_About this task_: Return the data exactly, with all pictures removed.

_Available records_:

────────────────────────────────────────

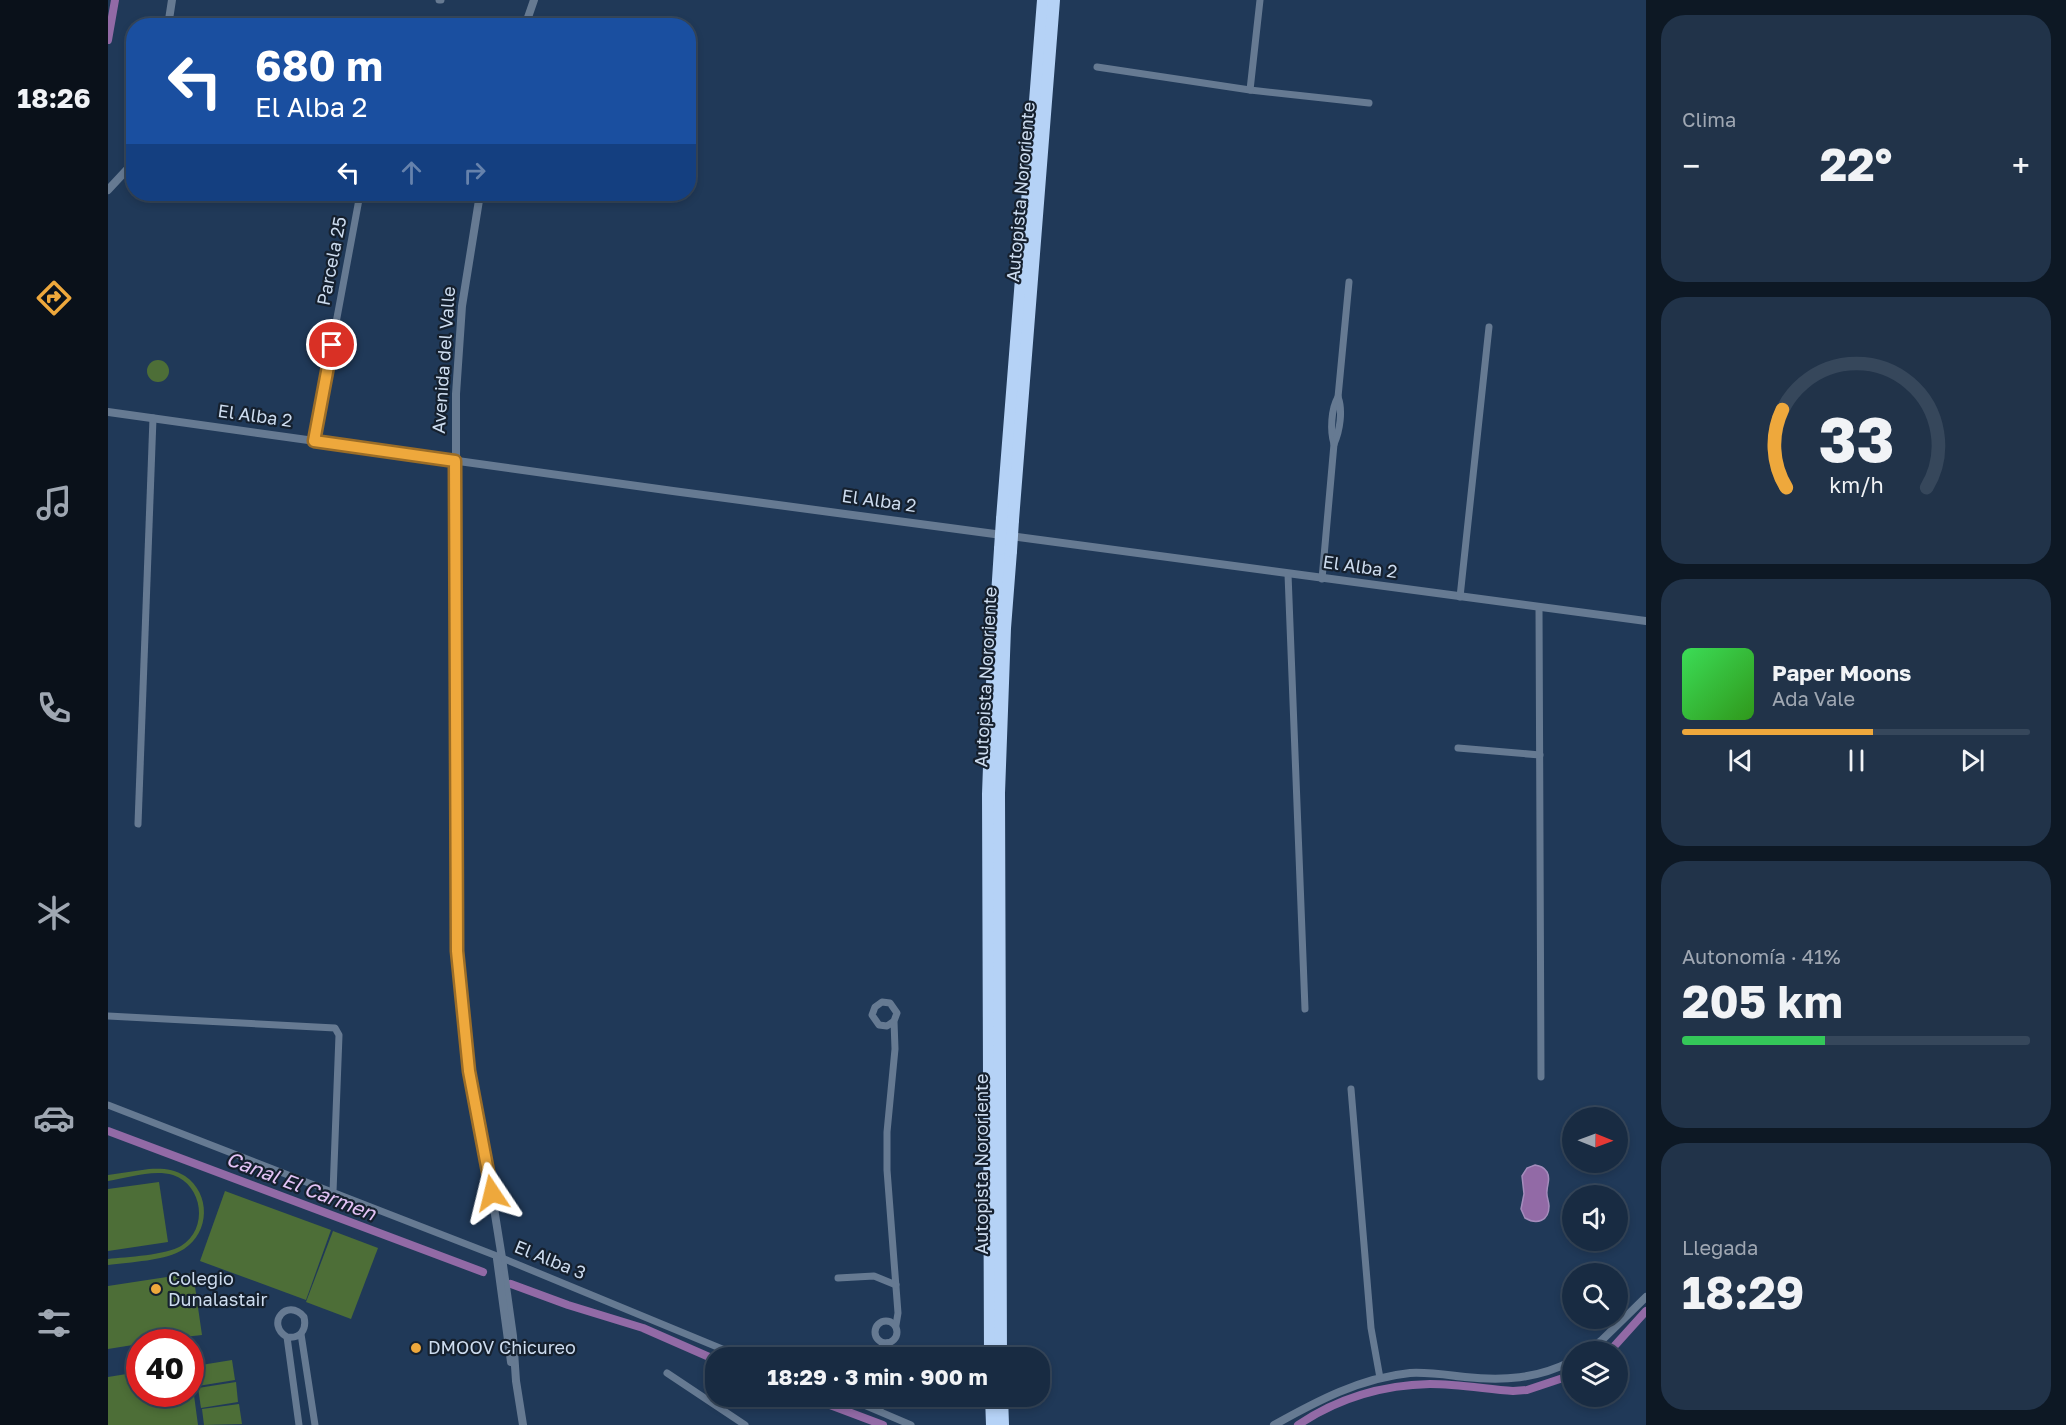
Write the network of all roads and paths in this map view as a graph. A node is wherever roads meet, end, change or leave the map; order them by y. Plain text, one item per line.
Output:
1 (172, 0) edge
2 (534, 0) edge
3 (1043, 0) edge
4 (1054, 0) edge
5 (1260, 0) edge
6 (169, 18) edge
7 (528, 18) edge
8 (1097, 67) dead end
9 (1250, 90) junction
10 (1369, 103) dead end
11 (126, 171) edge
12 (108, 190) edge
13 (359, 201) edge
14 (479, 201) edge
15 (1349, 282) dead end
16 (1490, 327) dead end
17 (108, 411) edge
18 (153, 418) junction
19 (314, 441) junction
20 (455, 461) junction
21 (1008, 520) junction
22 (1005, 550) junction
23 (1288, 574) junction
24 (1322, 579) junction
25 (1460, 597) junction
26 (1539, 607) junction
27 (1646, 621) edge
28 (1458, 747) dead end
29 (1540, 755) junction
30 (138, 824) dead end
31 (1305, 1009) dead end
32 (108, 1016) edge
33 (894, 1021) dead end
34 (1542, 1077) dead end
35 (1351, 1089) dead end
36 (108, 1105) edge
37 (333, 1192) junction
38 (499, 1257) junction
39 (838, 1278) dead end
40 (896, 1285) junction
41 (1643, 1298) edge
42 (896, 1325) junction
43 (301, 1334) junction
44 (287, 1337) junction
45 (1601, 1341) edge
46 (885, 1343) junction
47 (717, 1347) edge
48 (883, 1347) edge
49 (888, 1347) edge
50 (990, 1347) edge
51 (1001, 1347) edge
52 (1562, 1365) edge
53 (667, 1373) dead end
54 (1380, 1378) junction
55 (870, 1407) edge
56 (880, 1407) edge
57 (991, 1407) edge
58 (1002, 1407) edge
59 (880, 1411) junction
60 (522, 1423) edge
61 (299, 1425) edge
62 (315, 1425) edge
63 (745, 1425) edge
64 (911, 1425) edge
65 (992, 1425) edge
66 (1003, 1425) edge
67 (1274, 1425) edge

1 - 6 street
2 - 7 street
3 - 21 highway, Autopista Nororiente
4 - 21 highway, Autopista Nororiente
5 - 9 street
8 - 9 street
9 - 10 street
11 - 12 street
13 - 19 street, Parcela 25
14 - 20 street, Avenida del Valle
15 - 24 street
16 - 25 street
17 - 18 street, El Alba 2
18 - 19 street, El Alba 2
18 - 30 street
19 - 20 street, El Alba 2
20 - 23 street, El Alba 2
20 - 38 street, Avenida del Valle
21 - 22 highway, Autopista Nororiente, bridge
22 - 50 highway, Autopista Nororiente
22 - 51 highway, Autopista Nororiente
23 - 24 street, El Alba 2
23 - 31 street
24 - 25 street, El Alba 2
25 - 26 street, El Alba 2
26 - 27 street, El Alba 2
26 - 29 street
28 - 29 street
29 - 34 street
32 - 37 street
33 - 40 street
35 - 54 street
36 - 37 street, El Alba 3
37 - 38 street, El Alba 3
38 - 47 street, El Alba 3
38 - 60 street, Avenida del Valle
39 - 40 street
40 - 42 street
41 - 45 street
42 - 46 street
42 - 46 street
43 - 44 street
43 - 44 street
43 - 62 street
44 - 61 street
46 - 48 street
46 - 49 street
52 - 54 street
53 - 63 street
54 - 67 street
55 - 59 street
56 - 59 street
57 - 65 highway
58 - 66 highway
59 - 64 street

────────────────────────────────────────

_Solution to this problem_:
Write the network of all roads and paths in this map view as a graph. A node is wherever roads meet, end, change or leave the map; order them by y. Plain text, one item per line.
Output:
1 (172, 0) edge
2 (534, 0) edge
3 (1043, 0) edge
4 (1054, 0) edge
5 (1260, 0) edge
6 (169, 18) edge
7 (528, 18) edge
8 (1097, 67) dead end
9 (1250, 90) junction
10 (1369, 103) dead end
11 (126, 171) edge
12 (108, 190) edge
13 (359, 201) edge
14 (479, 201) edge
15 (1349, 282) dead end
16 (1490, 327) dead end
17 (108, 411) edge
18 (153, 418) junction
19 (314, 441) junction
20 (455, 461) junction
21 (1008, 520) junction
22 (1005, 550) junction
23 (1288, 574) junction
24 (1322, 579) junction
25 (1460, 597) junction
26 (1539, 607) junction
27 (1646, 621) edge
28 (1458, 747) dead end
29 (1540, 755) junction
30 (138, 824) dead end
31 (1305, 1009) dead end
32 (108, 1016) edge
33 (894, 1021) dead end
34 (1542, 1077) dead end
35 (1351, 1089) dead end
36 (108, 1105) edge
37 (333, 1192) junction
38 (499, 1257) junction
39 (838, 1278) dead end
40 (896, 1285) junction
41 (1643, 1298) edge
42 (896, 1325) junction
43 (301, 1334) junction
44 (287, 1337) junction
45 (1601, 1341) edge
46 (885, 1343) junction
47 (717, 1347) edge
48 (883, 1347) edge
49 (888, 1347) edge
50 (990, 1347) edge
51 (1001, 1347) edge
52 (1562, 1365) edge
53 (667, 1373) dead end
54 (1380, 1378) junction
55 (870, 1407) edge
56 (880, 1407) edge
57 (991, 1407) edge
58 (1002, 1407) edge
59 (880, 1411) junction
60 (522, 1423) edge
61 (299, 1425) edge
62 (315, 1425) edge
63 (745, 1425) edge
64 (911, 1425) edge
65 (992, 1425) edge
66 (1003, 1425) edge
67 (1274, 1425) edge

1 - 6 street
2 - 7 street
3 - 21 highway, Autopista Nororiente
4 - 21 highway, Autopista Nororiente
5 - 9 street
8 - 9 street
9 - 10 street
11 - 12 street
13 - 19 street, Parcela 25
14 - 20 street, Avenida del Valle
15 - 24 street
16 - 25 street
17 - 18 street, El Alba 2
18 - 19 street, El Alba 2
18 - 30 street
19 - 20 street, El Alba 2
20 - 23 street, El Alba 2
20 - 38 street, Avenida del Valle
21 - 22 highway, Autopista Nororiente, bridge
22 - 50 highway, Autopista Nororiente
22 - 51 highway, Autopista Nororiente
23 - 24 street, El Alba 2
23 - 31 street
24 - 25 street, El Alba 2
25 - 26 street, El Alba 2
26 - 27 street, El Alba 2
26 - 29 street
28 - 29 street
29 - 34 street
32 - 37 street
33 - 40 street
35 - 54 street
36 - 37 street, El Alba 3
37 - 38 street, El Alba 3
38 - 47 street, El Alba 3
38 - 60 street, Avenida del Valle
39 - 40 street
40 - 42 street
41 - 45 street
42 - 46 street
42 - 46 street
43 - 44 street
43 - 44 street
43 - 62 street
44 - 61 street
46 - 48 street
46 - 49 street
52 - 54 street
53 - 63 street
54 - 67 street
55 - 59 street
56 - 59 street
57 - 65 highway
58 - 66 highway
59 - 64 street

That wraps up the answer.